Ticketless – Bicocca square
Nei giorni dei disguidi e degli ingorghi festivi, il postino ci recapita l’ultimo libro della meritoria collana “Ebraica” delle edizioni Le Château (Aosta), un singolare romanzo: Bicocca Square. Lo ha scritto Guido Arturo Tedeschi.
L’autore ci ha lasciato proprio nei giorni in cui il suo libro usciva di tipografia e veniva inviato ad amici e lettori affezionati. Autore di manuali di diritto commerciale e di gestione di grandi impianti industriali, negli anni della “senilità” aveva riscoperto la grande lezione di sapienza del suo antenato Ettore Schmitz e si era dato alla letteratura, pubblicando tre romanzi presso questo stesso editore.
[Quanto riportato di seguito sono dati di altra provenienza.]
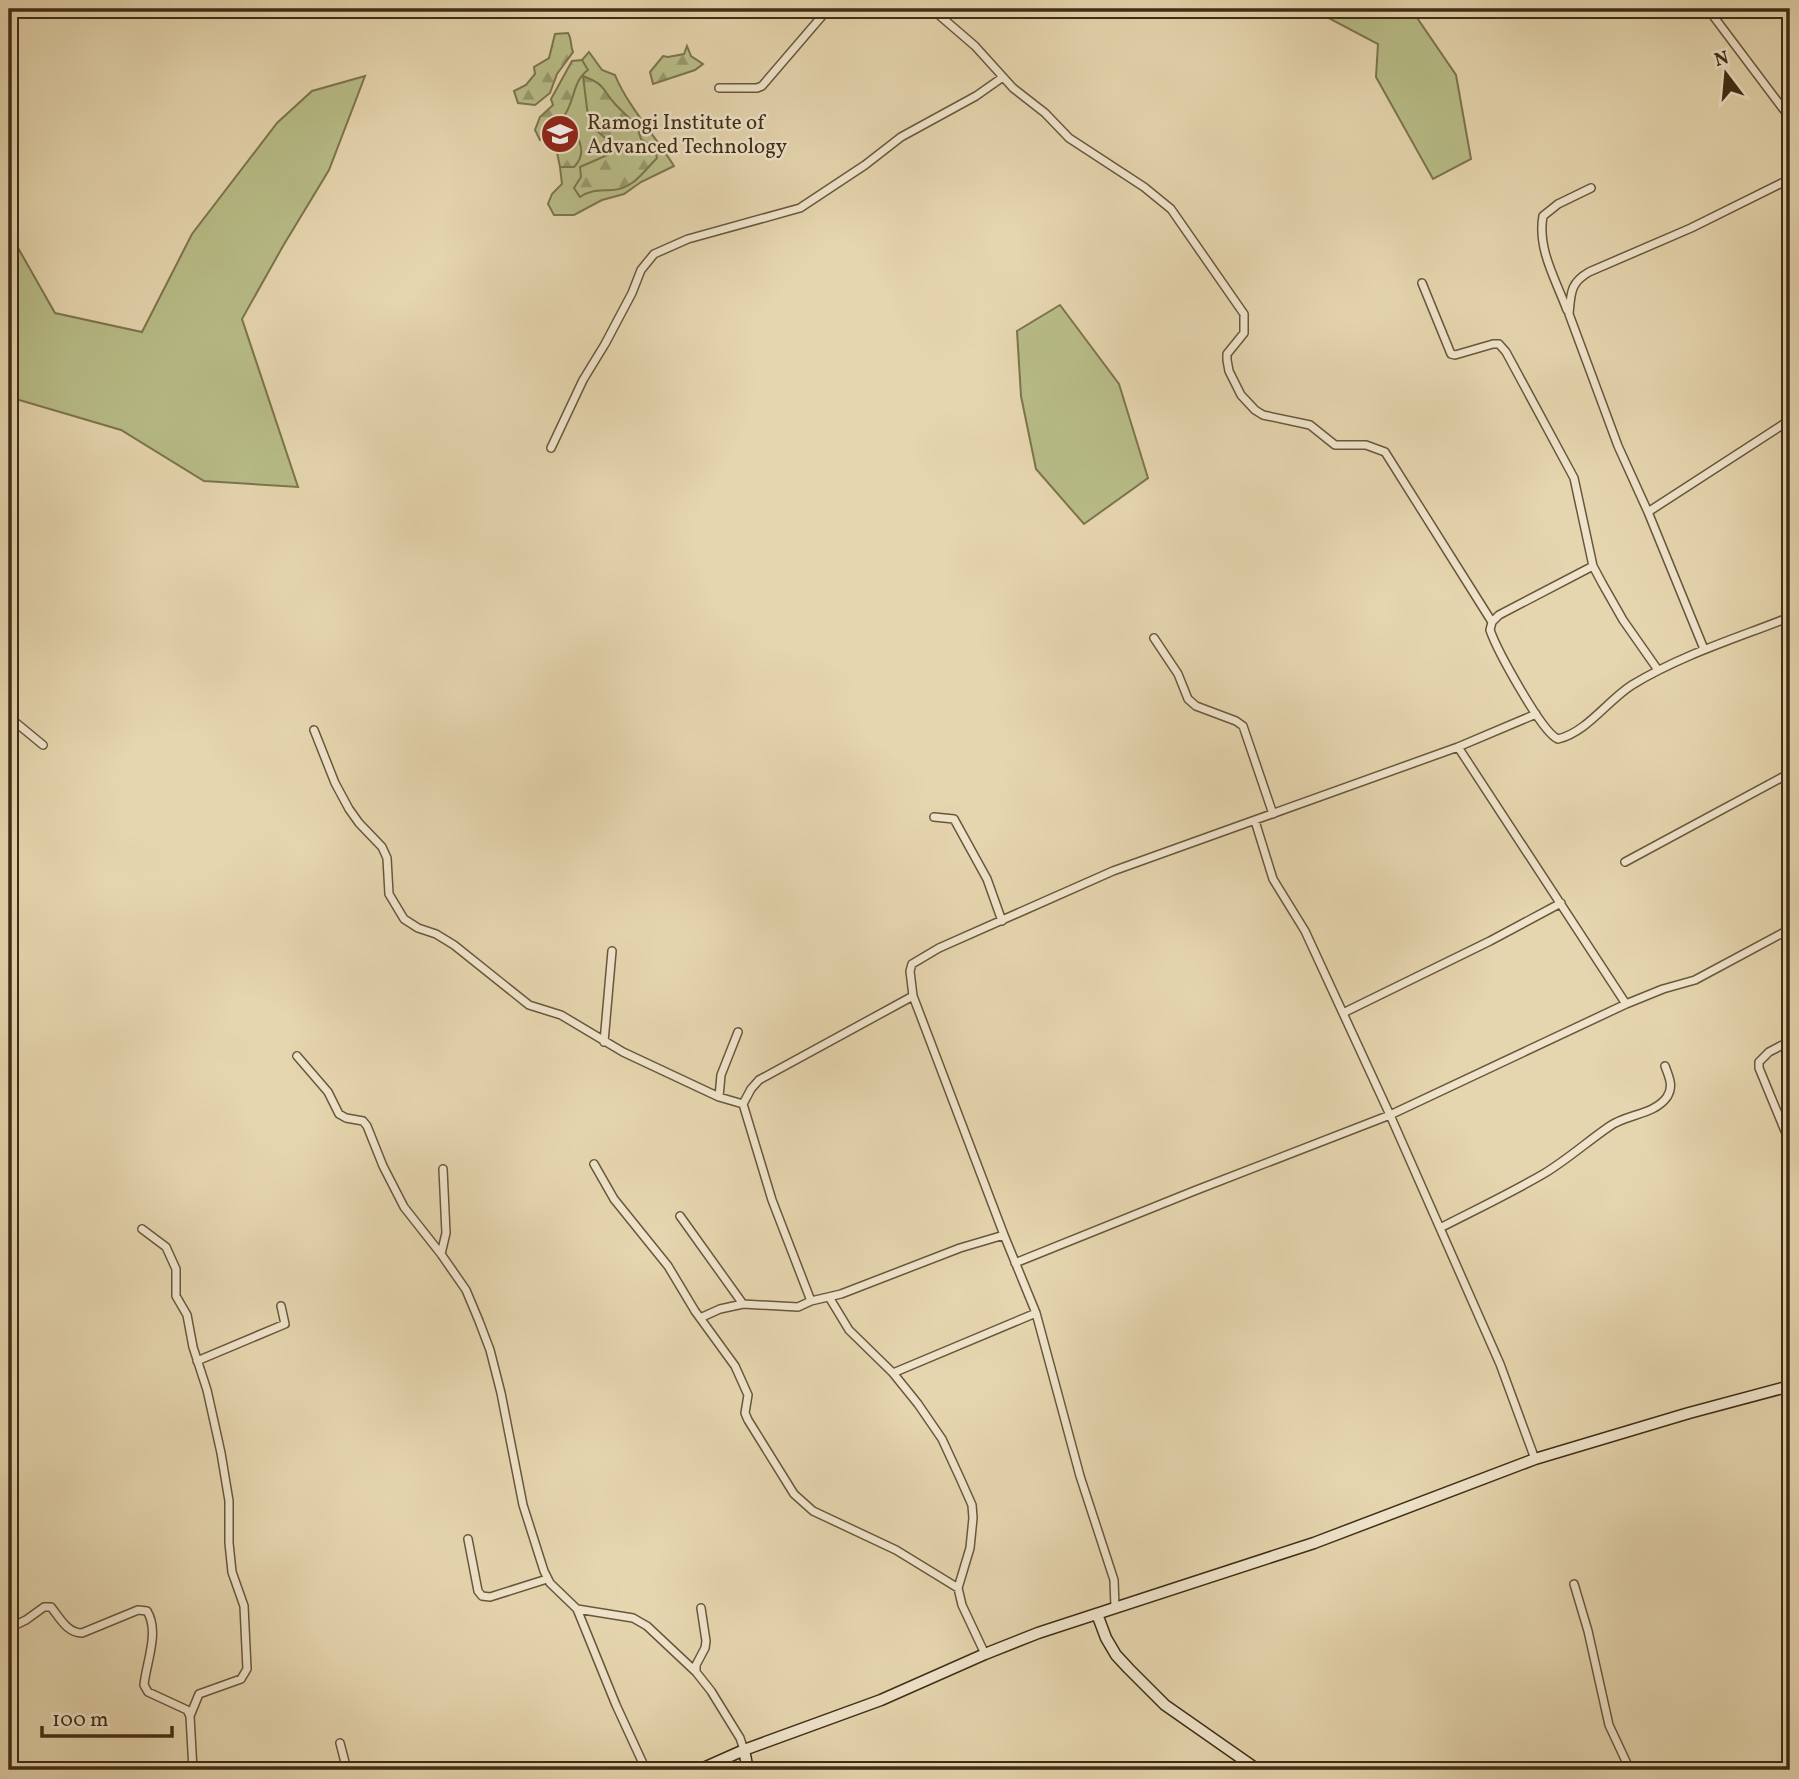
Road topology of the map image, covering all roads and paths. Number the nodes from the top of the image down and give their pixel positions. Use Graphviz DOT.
graph roads {
  1 [pos="828,9"];
  2 [pos="932,9"];
  3 [pos="1707,9"];
  4 [pos="1003,77"];
  5 [pos="719,88"];
  6 [pos="1790,118"];
  7 [pos="1790,178"];
  8 [pos="1591,188"];
  9 [pos="1422,283"];
  10 [pos="1569,314"];
  11 [pos="1790,420"];
  12 [pos="551,448"];
  13 [pos="1648,512"];
  14 [pos="1593,566"];
  15 [pos="1790,617"];
  16 [pos="1492,622"];
  17 [pos="1154,638"];
  18 [pos="1704,649"];
  19 [pos="1658,670"];
  20 [pos="1536,714"];
  21 [pos="9,717"];
  22 [pos="314,730"];
  23 [pos="43,745"];
  24 [pos="1458,747"];
  25 [pos="1790,773"];
  26 [pos="1273,814"];
  27 [pos="934,817"];
  28 [pos="1255,821"];
  29 [pos="1626,862"];
  30 [pos="1561,903"];
  31 [pos="1002,921"];
  32 [pos="1790,929"];
  33 [pos="612,951"];
  34 [pos="913,996"];
  35 [pos="1626,1004"];
  36 [pos="1343,1013"];
  37 [pos="738,1031"];
  38 [pos="1790,1041"];
  39 [pos="604,1042"];
  40 [pos="298,1056"];
  41 [pos="1665,1066"];
  42 [pos="719,1097"];
  43 [pos="743,1104"];
  44 [pos="1390,1115"];
  45 [pos="1790,1141"];
  46 [pos="593,1164"];
  47 [pos="443,1169"];
  48 [pos="680,1216"];
  49 [pos="1440,1228"];
  50 [pos="142,1229"];
  51 [pos="1004,1235"];
  52 [pos="441,1254"];
  53 [pos="1016,1264"];
  54 [pos="829,1297"];
  55 [pos="811,1301"];
  56 [pos="743,1304"];
  57 [pos="281,1306"];
  58 [pos="1036,1313"];
  59 [pos="700,1318"];
  60 [pos="197,1361"];
  61 [pos="892,1373"];
  62 [pos="1790,1386"];
  63 [pos="1535,1459"];
  64 [pos="468,1539"];
  65 [pos="547,1579"];
  66 [pos="1574,1584"];
  67 [pos="958,1588"];
  68 [pos="1115,1607"];
  69 [pos="701,1608"];
  70 [pos="577,1609"];
  71 [pos="1097,1614"];
  72 [pos="9,1628"];
  73 [pos="985,1654"];
  74 [pos="696,1672"];
  75 [pos="190,1716"];
  76 [pos="340,1743"];
  77 [pos="744,1750"];
  78 [pos="192,1770"];
  79 [pos="347,1770"];
  80 [pos="646,1770"];
  81 [pos="699,1770"];
  82 [pos="748,1770"];
  83 [pos="1258,1770"];
  84 [pos="1630,1770"];
  1 -- 5 [label="street"];
  2 -- 4 [label="street"];
  3 -- 6 [label="street"];
  4 -- 12 [label="street"];
  4 -- 16 [label="street"];
  7 -- 10 [label="street"];
  8 -- 10 [label="street"];
  9 -- 14 [label="street"];
  10 -- 13 [label="street"];
  11 -- 13 [label="street"];
  13 -- 18 [label="street"];
  14 -- 16 [label="street"];
  14 -- 19 [label="street"];
  15 -- 18 [label="street"];
  16 -- 20 [label="street"];
  17 -- 26 [label="street"];
  18 -- 19 [label="street"];
  19 -- 20 [label="street"];
  20 -- 24 [label="street"];
  21 -- 23 [label="street"];
  22 -- 39 [label="street"];
  24 -- 26 [label="street"];
  24 -- 30 [label="street"];
  25 -- 29 [label="street"];
  26 -- 28 [label="street"];
  27 -- 31 [label="street"];
  28 -- 31 [label="street"];
  28 -- 36 [label="street"];
  30 -- 35 [label="street"];
  30 -- 36 [label="street"];
  31 -- 34 [label="street"];
  32 -- 35 [label="street"];
  33 -- 39 [label="street"];
  34 -- 43 [label="street"];
  34 -- 51 [label="street"];
  35 -- 44 [label="street"];
  36 -- 44 [label="street"];
  37 -- 42 [label="street"];
  38 -- 45 [label="street"];
  39 -- 42 [label="street"];
  40 -- 52 [label="street"];
  41 -- 49 [label="street"];
  42 -- 43 [label="street"];
  43 -- 55 [label="street"];
  44 -- 49 [label="street"];
  44 -- 53 [label="street"];
  46 -- 59 [label="street"];
  47 -- 52 [label="street"];
  48 -- 56 [label="street"];
  49 -- 63 [label="street"];
  50 -- 60 [label="street"];
  51 -- 53 [label="street"];
  51 -- 54 [label="street"];
  52 -- 65 [label="street"];
  53 -- 58 [label="street"];
  54 -- 55 [label="street"];
  54 -- 61 [label="street"];
  55 -- 56 [label="street"];
  56 -- 59 [label="street"];
  57 -- 60 [label="street"];
  58 -- 61 [label="street"];
  58 -- 68 [label="street"];
  59 -- 67 [label="street"];
  60 -- 75 [label="street"];
  61 -- 67 [label="street"];
  62 -- 63 [label="main road"];
  63 -- 68 [label="main road"];
  64 -- 65 [label="street"];
  65 -- 70 [label="street"];
  66 -- 84 [label="street"];
  67 -- 73 [label="street"];
  68 -- 71 [label="main road"];
  69 -- 74 [label="street"];
  70 -- 74 [label="street"];
  70 -- 80 [label="street"];
  71 -- 73 [label="main road"];
  71 -- 83 [label="main road"];
  72 -- 75 [label="street"];
  73 -- 77 [label="main road"];
  74 -- 77 [label="street"];
  75 -- 78 [label="street"];
  76 -- 79 [label="street"];
  77 -- 81 [label="main road"];
  77 -- 82 [label="main road"];
}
La proverbiale ‘scomodità’ dell’essere ebrei, immortalata da Svevo, ritorna in epigrafe di questa ultima fatica, ma è una chiave di lettura di tutto ciò che Tedeschi ha scritto: “Certo quella dell’ebreo non è una posizione comoda”. Il suo impegno nei movimenti giovanili ebraici del dopoguerra lo ricorderanno in tanti. Insegnava l’illustre avo triestino al giovane che nel dopoguerra cresceva nell’estrema periferia milanese, in quel quartiere della Bicocca dove ora sorgono grattacieli e molti dipartimenti universitari. Bicocca square è una speciale via Gluck milanese: là dove allora c’era l’erba e le case degli operai della Pirelli il visitatore odierno, alter ego dell’autore, ritorna con sgomento. Ruotano intorno a viale Sarca i ricordi del dopoguerra, della difficile ricostruzione e della memoria delle persecuzioni razziali rivissuta attraverso la rete delle amicizie perdute. Bicocca square non ha una trama precisa: destini individuali, separazioni forzate dettate dalla sveviana vita orrida vera. Chi andrà in Scandinavia, chi in Israele, chi rimarrà a custodire la fortezza di Bicocca Square continuando a lavorare nella panetteria. Per difendersi dalle sciagure umane, l’utopia sveviana invita, come sempre, al raccoglimento, nella speranza che un giorno si avveri il sogno di un’umanità divisa in due: quelli che scrivono e quelli che leggono ciò che gli altri scrivono.